In Lantz v. Insurance Co., 139 Pa. 546, it was held, as fairly stated in the syllabus : A life insurance policy stipulated for the payment of quarterly premiums by the assured, providing that if they should not be paid on the dates named and in the lifetime of the assured, the policy should cease and determine, . . . . the consequence of the default of the assured in not paying said premium at maturity, was, that the policy thereupon ceased to bind the company and protect the assured, without any act or declaration on the part of the former.” In that case Mr. Justice Paxson on page 561 said: “ It declares that, if not paid on the days named and in the lifetime of the insured, the policy should ‘ cease and determine.’ By this I understand that it is suspended ; it ceases to bind the company and to protect the assured, and this without any act or declaration on the part of the former. It does not require a formal forfeiture.” In Duffy v. Alta Friendly Society, 17 Pa. Superior Ct. 531, the language was “ otherwise the certificate should be void,” and in deciding this case we followed the doctrine of Lantz v. Vermont Life Ins. Co., 139 Pa. 546.

In Hansen v. Supreme Lodge, 40 Ill. App. 216, a by-law provided : “ Each member shall pay the amount within thirty days from the date of such notice, failing which he shall stand sus*397pended, and shall not be entitled, etc.” In construing this the court said : “ By force of the law Hansen was, for failure to pay said assessment No. 175, ipso facto, suspended. No act or proceeding of the lodge was necessary to cut him off from any right to the benefit fund.” In Knights of Honor v. Keener, 25 S. W. Repr. 1084, the supreme court of Texas said: “ We are of the opinion that it is immaterial whether there was or was not a suspension affected by the lodge. Keener’s failure to pay his assessment, ipso facto, worked his suspension.”

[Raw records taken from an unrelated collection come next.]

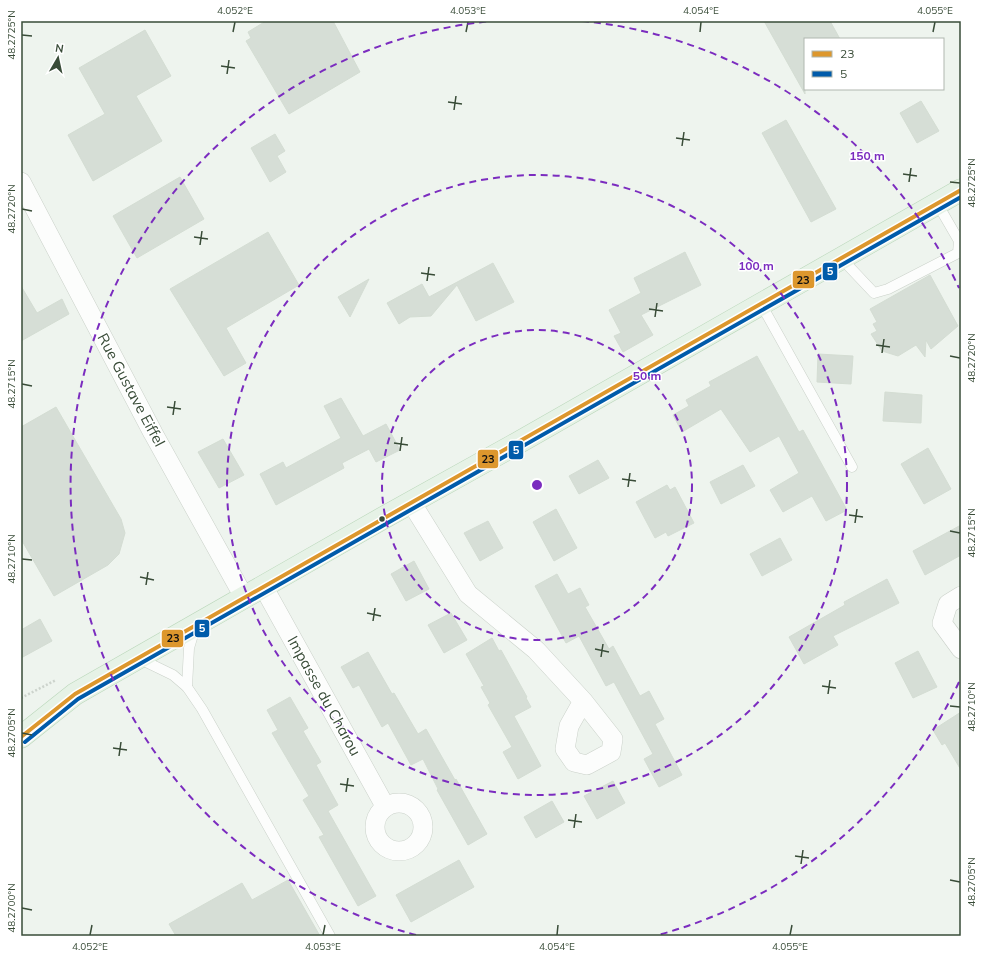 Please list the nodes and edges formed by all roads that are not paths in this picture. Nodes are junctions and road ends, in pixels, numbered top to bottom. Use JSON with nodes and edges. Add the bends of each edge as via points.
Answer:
{"nodes":[{"id":1,"x":21,"y":182,"type":"edge"},
{"id":2,"x":961,"y":190,"type":"edge"},
{"id":3,"x":937,"y":203,"type":"junction"},
{"id":4,"x":842,"y":258,"type":"junction"},
{"id":5,"x":761,"y":304,"type":"junction"},
{"id":6,"x":852,"y":467,"type":"dead end"},
{"id":7,"x":412,"y":502,"type":"junction"},
{"id":8,"x":263,"y":586,"type":"junction"},
{"id":9,"x":961,"y":596,"type":"edge"},
{"id":10,"x":244,"y":597,"type":"junction"},
{"id":11,"x":196,"y":625,"type":"junction"},
{"id":12,"x":961,"y":649,"type":"edge"},
{"id":13,"x":138,"y":658,"type":"junction"},
{"id":14,"x":187,"y":687,"type":"junction"},
{"id":15,"x":75,"y":694,"type":"junction"},
{"id":16,"x":583,"y":701,"type":"dead end"},
{"id":17,"x":21,"y":717,"type":"edge"},
{"id":18,"x":21,"y":737,"type":"edge"},
{"id":19,"x":385,"y":806,"type":"dead end"},
{"id":20,"x":330,"y":936,"type":"edge"}],
"edges":[{"from":1,"to":10,"type":"street","name":"Rue Gustave Eiffel","via":[[153,433]]},
{"from":2,"to":3,"type":"main road"},
{"from":3,"to":4,"type":"main road"},
{"from":3,"to":4,"type":"lane","via":[[959,241],[958,253],[874,293]]},
{"from":4,"to":5,"type":"main road"},
{"from":5,"to":6,"type":"lane"},
{"from":5,"to":7,"type":"main road"},
{"from":7,"to":8,"type":"main road"},
{"from":7,"to":16,"type":"street","via":[[468,594],[536,650]]},
{"from":8,"to":10,"type":"main road"},
{"from":8,"to":19,"type":"street","name":"Impasse du Charou"},
{"from":9,"to":12,"type":"street","via":[[948,604],[942,624]]},
{"from":10,"to":11,"type":"main road"},
{"from":11,"to":13,"type":"main road"},
{"from":11,"to":14,"type":"lane","via":[[189,648]]},
{"from":13,"to":14,"type":"lane","via":[[173,675]]},
{"from":13,"to":15,"type":"main road"},
{"from":14,"to":20,"type":"lane","via":[[202,708]]},
{"from":15,"to":17,"type":"main road"},
{"from":15,"to":18,"type":"main road"}]}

In the present case there was no appeal by Beeman because of his suspension, nor was there any appeal by his beneficiary, the appellee, from the decision of the supreme lodge in refusing payment of death benefits, notwithstanding that section 165 of the by-laws of the order provides: “ In case any dispute or controversy arises by reason of the admission to membership of any person in the order, or the suspension or expulsion of any member from the order, or the death or the proof of death or the payment of the death benefits of any member, or otherwise however, all rights, remedies and means of redress, now or hereafter allowed or provided by the laws of the order, shall first be exhausted by such member or his family, dependents, beneficiaries, or persons claiming his death benefits, before any proceedings at law or in equity shall be commenced against any subordinate lodge . . . .; and further in case there be a violation of this law, or non-compliance therewith, or a failure within sixty days after such rights, remedies a'nd means of redress are exhausted, to proceed according to law for the adjudication of the matter in dispute or controversy, the decision of the supreme lodge shall be final, binding and conclusive, without right to appeal, any law to the contrary notwithstanding.” Beeman as a member of the lodge was bound to know the law and to comply therewith and his beneficiaiy in maintaining her suit was bound to show a compliance with the provisions of section 165, or that a compliance therewith had been waived or prevented in some way by the lodge. Such by-laws are binding upon the association and its members : Toram v. The Howard Beneficial Ass’n, 4 Pa. 519 ; The Society for the Visitation of the Sick v. The Commonwealth, etc., 52 Pa. 125; Wick v. Fraternities Accident Order, 21 Pa. Superior Ct. 507.

So far as this record shows the appellee resorted to a court *398of law without making effort to have her alleged grievances righted in accordance with the laws, usages and customs of the order of which her deceased husband had been a member, and for this reason, she did not present a case that entitled her to go to a jury.

We find much in the charge of the learned court below raised by the several assignments of error in conflict with the law as we understand it, applicable to the facts in this case, but feeling compelled to sustain the first assignment of error, the case will thereby be finally disposed of and, therefore, we refrain from commenting upon the other assignments.

The judgment is reversed and judgment directed against the plaintiff.